Go just about anywhere behind prison walls that an inmate is permitted to go, and you will find a sign that explains the Texas Department of Criminal Justice's "Zero-Tolerance Policy" for any kind of sexual harassment or sexual assault. In almost-fifteen years of incarceration, I've seen the loosely-applied definition of the word "zero", but I had yet to experience it for myself until a recent late-night encounter with an officer who shouldn't be employed by the state or in any job that requires his oversight of other human beings.

As you will read in my attached, Step 1 grievance, I recently became the victim of a TDCJ correctional officer's sexual harassment. I say "recently". The incident in question actually occurred back in February, but as you've figured out by now, the wheels of justice turn ever-so-slowly where the grievance process is concerned.

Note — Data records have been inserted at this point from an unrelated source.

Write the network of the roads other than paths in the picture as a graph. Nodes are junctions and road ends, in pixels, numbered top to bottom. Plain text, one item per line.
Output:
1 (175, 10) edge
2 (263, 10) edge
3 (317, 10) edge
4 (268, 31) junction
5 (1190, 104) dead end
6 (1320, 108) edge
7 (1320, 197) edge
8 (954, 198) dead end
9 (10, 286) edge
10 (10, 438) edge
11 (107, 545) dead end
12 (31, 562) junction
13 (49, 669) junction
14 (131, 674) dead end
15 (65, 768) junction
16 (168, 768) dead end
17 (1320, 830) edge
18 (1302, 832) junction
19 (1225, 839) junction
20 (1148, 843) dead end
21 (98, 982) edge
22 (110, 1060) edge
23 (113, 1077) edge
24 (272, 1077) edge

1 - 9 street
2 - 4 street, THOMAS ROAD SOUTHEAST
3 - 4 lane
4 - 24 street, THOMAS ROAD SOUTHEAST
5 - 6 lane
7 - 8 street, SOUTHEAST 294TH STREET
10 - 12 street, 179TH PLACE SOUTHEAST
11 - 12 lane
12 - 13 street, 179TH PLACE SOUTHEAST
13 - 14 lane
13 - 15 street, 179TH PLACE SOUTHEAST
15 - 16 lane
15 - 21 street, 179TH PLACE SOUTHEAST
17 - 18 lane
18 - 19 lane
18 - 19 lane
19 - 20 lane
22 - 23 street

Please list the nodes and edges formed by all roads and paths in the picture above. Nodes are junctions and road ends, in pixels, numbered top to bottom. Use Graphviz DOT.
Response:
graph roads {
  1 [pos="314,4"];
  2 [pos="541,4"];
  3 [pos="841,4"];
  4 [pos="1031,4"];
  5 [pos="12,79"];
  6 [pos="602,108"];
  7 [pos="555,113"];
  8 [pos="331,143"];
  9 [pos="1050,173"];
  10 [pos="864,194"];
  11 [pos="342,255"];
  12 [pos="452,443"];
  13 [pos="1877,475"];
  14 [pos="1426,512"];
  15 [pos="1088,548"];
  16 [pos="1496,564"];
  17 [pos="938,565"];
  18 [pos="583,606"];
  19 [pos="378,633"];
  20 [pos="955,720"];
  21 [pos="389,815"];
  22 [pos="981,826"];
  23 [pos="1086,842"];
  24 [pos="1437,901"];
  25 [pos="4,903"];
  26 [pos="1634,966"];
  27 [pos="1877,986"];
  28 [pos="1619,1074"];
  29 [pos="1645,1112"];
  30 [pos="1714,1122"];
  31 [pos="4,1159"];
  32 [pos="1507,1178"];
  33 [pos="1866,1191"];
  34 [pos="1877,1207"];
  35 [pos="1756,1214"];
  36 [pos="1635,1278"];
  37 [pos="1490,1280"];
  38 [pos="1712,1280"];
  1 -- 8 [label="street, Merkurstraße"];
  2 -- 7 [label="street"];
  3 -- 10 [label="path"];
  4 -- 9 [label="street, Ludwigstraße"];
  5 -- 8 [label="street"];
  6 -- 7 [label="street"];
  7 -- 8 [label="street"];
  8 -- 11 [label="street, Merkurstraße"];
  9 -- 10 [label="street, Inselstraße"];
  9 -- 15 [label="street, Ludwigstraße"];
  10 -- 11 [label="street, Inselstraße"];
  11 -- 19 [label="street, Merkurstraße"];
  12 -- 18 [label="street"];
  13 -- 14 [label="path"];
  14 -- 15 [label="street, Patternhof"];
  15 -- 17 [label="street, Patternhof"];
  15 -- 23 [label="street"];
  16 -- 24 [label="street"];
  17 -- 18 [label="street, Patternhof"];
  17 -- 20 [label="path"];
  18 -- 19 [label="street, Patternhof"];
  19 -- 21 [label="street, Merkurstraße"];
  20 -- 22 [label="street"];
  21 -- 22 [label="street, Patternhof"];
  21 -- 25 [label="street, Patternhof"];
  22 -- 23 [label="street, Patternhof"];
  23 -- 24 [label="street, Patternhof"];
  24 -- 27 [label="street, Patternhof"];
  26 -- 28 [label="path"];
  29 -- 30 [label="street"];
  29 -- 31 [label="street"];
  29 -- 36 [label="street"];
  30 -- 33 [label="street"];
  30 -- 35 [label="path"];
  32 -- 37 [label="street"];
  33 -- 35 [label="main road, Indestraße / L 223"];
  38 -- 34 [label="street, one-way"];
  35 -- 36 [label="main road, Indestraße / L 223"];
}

     Around midnight of the 21st day of February, my cellie and I were wakened by the bellowing of an officer announcing one of Hightower Unit's infamous middle-of-the-night roster counts. A roster count, you might remember, requires that the inmate be awake and present his I.D. when the officer cores to the cell door. This happens every night, so getting pulled out of bed wasn't unusual.

Both my cellie and myself were already standing at the door with I.D. in hand when a rather obese and limpid-looking C.O. appeared in our little door-window, observed us standing there, and began banging obnoxiously on the metal door with the butt-end of his Maglite. You might imagine it's rather annoying to  have to get out of bed in the middle of the night, from a dead Bleep, and present one’s self for and I.D. check.   So, perhaps you can further imagine how much more unpleasant it must have been to be subjected to the ear-splitting crack of metal on metal clamor. In utter agitation, I said, "We're awake and standing right here. You don't need to bang on the door." An evil look came over his face as he said, "What's wrong? You don't like this?" as he proceeded to bang on the door about a half dozen times with the Maglite. Angry, of course, but resigned to once again having been subjected to the petty stupidity of a TDCJ guard, I said, "No, I DON'T like it," and began to walk back to my bunk. Then, this jackass said, "Oh yeah. That's right. I forgot where I was at. You probably prefer it up your ass." Where I was at, presumably, was on the Sex Offender Treatment Program building of the Hightower Unit, as he well knew, so his comment was obviously a dig at the nature of my offense and his awareness of said nature. Well, duh. After all, unlike just about any other unit, the nature of our offense is no secret on the Hightower Unit.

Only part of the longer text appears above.